**ABOUT THIS TASK:**
If a line in the listing below includes the string "dead", pull it out.

**ENTRIES SHOWN:**
====
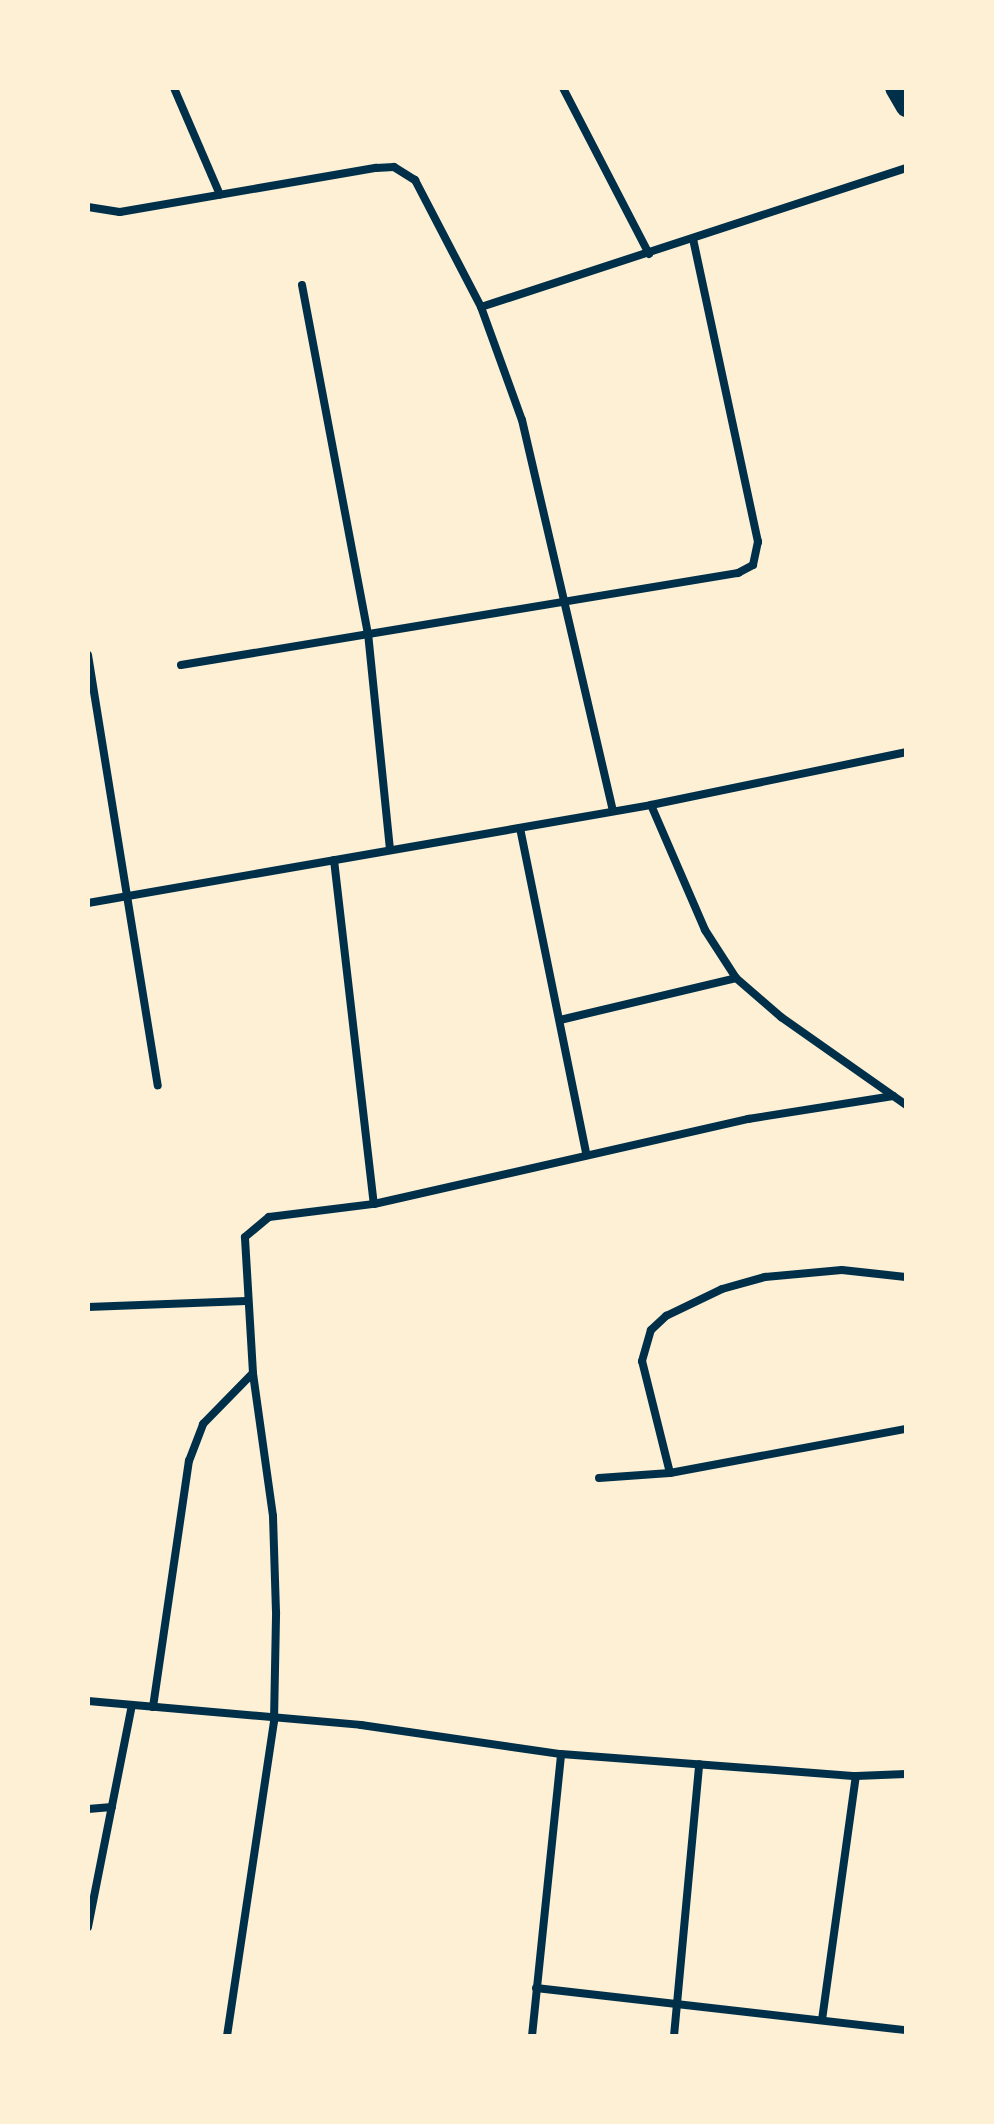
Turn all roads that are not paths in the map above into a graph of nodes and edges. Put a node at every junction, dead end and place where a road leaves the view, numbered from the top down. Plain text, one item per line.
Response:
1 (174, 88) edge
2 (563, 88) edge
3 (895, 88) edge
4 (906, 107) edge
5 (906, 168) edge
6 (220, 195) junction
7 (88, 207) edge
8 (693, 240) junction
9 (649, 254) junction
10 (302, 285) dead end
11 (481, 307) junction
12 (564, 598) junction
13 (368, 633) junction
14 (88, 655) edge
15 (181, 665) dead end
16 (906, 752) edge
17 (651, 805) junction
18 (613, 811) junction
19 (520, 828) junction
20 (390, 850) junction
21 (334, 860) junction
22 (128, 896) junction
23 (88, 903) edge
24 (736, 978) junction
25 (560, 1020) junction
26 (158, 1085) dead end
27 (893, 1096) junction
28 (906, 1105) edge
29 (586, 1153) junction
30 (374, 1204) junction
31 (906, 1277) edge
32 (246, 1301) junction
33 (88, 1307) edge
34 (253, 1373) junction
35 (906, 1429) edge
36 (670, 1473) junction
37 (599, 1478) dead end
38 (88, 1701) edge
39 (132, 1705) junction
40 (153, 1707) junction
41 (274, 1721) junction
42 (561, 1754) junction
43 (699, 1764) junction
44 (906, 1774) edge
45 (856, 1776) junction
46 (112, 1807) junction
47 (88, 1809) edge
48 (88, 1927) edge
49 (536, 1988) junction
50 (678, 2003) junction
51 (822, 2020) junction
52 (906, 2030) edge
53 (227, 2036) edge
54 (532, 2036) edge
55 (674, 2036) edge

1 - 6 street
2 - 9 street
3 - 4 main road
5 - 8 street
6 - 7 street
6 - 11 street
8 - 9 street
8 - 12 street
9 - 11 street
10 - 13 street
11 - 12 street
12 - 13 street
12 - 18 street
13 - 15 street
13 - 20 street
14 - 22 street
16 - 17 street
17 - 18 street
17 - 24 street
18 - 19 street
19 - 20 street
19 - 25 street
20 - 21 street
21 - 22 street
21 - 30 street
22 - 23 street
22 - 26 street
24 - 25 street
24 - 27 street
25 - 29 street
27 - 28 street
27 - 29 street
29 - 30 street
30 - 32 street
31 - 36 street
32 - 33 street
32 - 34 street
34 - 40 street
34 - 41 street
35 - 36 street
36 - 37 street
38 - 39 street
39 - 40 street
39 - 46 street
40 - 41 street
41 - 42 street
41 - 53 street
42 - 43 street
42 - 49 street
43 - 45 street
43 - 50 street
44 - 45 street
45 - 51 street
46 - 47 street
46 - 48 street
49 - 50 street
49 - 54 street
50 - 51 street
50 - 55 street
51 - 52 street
====
**SOLUTION:**
Turn all roads that are not paths in the map above into a graph of nodes and edges. Put a node at every junction, dead end and place where a road leaves the view, numbered from the top down. Plain text, one item per line.
10 (302, 285) dead end
15 (181, 665) dead end
26 (158, 1085) dead end
37 (599, 1478) dead end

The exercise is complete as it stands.